The primary purpose of this paper was to introduce a new reconstruction algorithm and because of the limited scope there are some limitations: a) the presented method does not include arrhythmia rejection, which would be required for scanning patients with irregular heart rhythm, b) only a small number of subjects were studied. Specifically, all subjects were able to hold their breath and consequently the breath-hold acquisitions came out better on average than they would in a typical clinical population, c)the studies focused mainly on the short axis orientation, which is most commonly used for cardiac function assessment, and although other orientations were explored, they were not studied systematically, d) the reconstruction software has not been optimized and the reconstruction time is on the order of ~15 minutes for the Cartesian acquisitions and ~ 2 hours for the golden angle radial acquisitions, e) the reconstruction algorithm has a number of tunable parameters (respiratory gating factor, regularization factors, choice of registration algorithm, etc.) and the appropriate setting of these parameters was not explored in a systematic way, the settings used here were found to work well in the cases studied in this paper, and finally f) this study does not investigate the effect of the motion correction on the parallel imaging performance (g-factor). The motion deformation introduces additional terms in the encoding matrix, which may affect the conditioning, but since the coils sensitivities vary slowly in space and the respiratory motion is relatively modest (due to the respiratory gating) no great effect on parallel imaging performance is expected.
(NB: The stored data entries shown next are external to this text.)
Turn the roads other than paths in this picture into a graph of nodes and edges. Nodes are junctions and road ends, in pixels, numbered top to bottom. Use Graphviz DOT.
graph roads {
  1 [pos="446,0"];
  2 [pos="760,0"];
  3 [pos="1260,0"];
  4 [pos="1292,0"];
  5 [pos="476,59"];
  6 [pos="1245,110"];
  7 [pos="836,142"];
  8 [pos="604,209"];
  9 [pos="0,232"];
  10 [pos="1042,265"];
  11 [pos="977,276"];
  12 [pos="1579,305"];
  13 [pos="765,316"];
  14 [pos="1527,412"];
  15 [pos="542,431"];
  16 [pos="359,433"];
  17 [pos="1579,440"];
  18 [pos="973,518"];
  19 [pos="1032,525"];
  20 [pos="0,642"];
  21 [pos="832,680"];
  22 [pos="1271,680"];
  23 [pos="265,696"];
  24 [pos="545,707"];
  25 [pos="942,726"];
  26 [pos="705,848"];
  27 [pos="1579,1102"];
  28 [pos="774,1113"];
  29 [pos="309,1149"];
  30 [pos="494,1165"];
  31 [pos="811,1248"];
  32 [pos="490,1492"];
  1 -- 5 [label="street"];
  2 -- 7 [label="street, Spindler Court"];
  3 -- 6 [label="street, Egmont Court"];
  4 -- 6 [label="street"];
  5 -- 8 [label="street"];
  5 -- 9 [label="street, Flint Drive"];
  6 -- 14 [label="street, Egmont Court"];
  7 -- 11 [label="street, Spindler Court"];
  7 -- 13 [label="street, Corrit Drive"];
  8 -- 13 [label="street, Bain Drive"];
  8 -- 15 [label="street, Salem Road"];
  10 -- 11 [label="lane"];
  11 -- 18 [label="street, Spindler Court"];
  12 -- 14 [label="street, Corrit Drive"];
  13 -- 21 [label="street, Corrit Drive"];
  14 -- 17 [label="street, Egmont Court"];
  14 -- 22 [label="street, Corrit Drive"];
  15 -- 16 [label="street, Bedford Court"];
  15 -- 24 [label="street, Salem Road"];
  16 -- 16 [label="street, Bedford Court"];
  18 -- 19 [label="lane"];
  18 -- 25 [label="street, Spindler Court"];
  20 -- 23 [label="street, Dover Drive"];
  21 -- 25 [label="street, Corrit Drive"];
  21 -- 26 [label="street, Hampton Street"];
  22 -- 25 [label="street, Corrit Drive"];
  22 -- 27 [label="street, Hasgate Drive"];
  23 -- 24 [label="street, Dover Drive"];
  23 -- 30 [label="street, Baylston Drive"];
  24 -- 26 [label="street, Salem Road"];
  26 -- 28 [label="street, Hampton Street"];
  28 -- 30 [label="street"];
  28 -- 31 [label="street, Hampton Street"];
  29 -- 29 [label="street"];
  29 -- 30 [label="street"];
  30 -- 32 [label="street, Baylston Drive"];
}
There are some modifications to the algorithm that may improve the robustness of the algorithm for a wider range of applications. The proposed implementation of the method relies on accurate coil sensitivity maps, which are obtained by averaging the entire dataset. Such coil sensitivity maps can be corrupted in which case it might be beneficial to calculate time varying coil sensitivity maps using a sliding window. In this study it was not found to be necessary to add this feature, but it is fully supported by the algorithm and can be implemented in a straightforward fashion by making S in Algorithm 1 be dependent on motion state, Furthermore, the motion deformation (multiplication with D_m and ${\mathbf{D}}_m^{\text{H}}$ in Algorithm 1) was based on bi-linear interpolation. This will lead to some broadening of the image point spread function, which can be mitigated with a better interpolation kernel, e.g. bicubic interpolation. The matrix D can still be expressed as a sparse matrix, but it will have more non-zeros entries and the computational complexity of the algorithm will increase. In the present study we did not find a need for this added complexity, but a more thorough analysis for a given application may be needed to determine the appropriate interpolation kernel.

Future work will be aimed at selecting appropriate reconstruction parameters for a broad patient population and implementing an optimized version of the reconstruction using GPU technology (21–23)such that the technique can be appropriately integrated into a clinical workflow. This would enable proper testing of the technique in a wide group of patients.

Conclusion

We have presented a general method for obtaining high spatial and temporal resolution cine images from free-breathing real-time cardiac MRI. The technique can be applied to arbitrary k-space trajectories and compared to previously published approaches it relaxes the sampling constraints since parallel imaging is integrated into the final reconstruction step.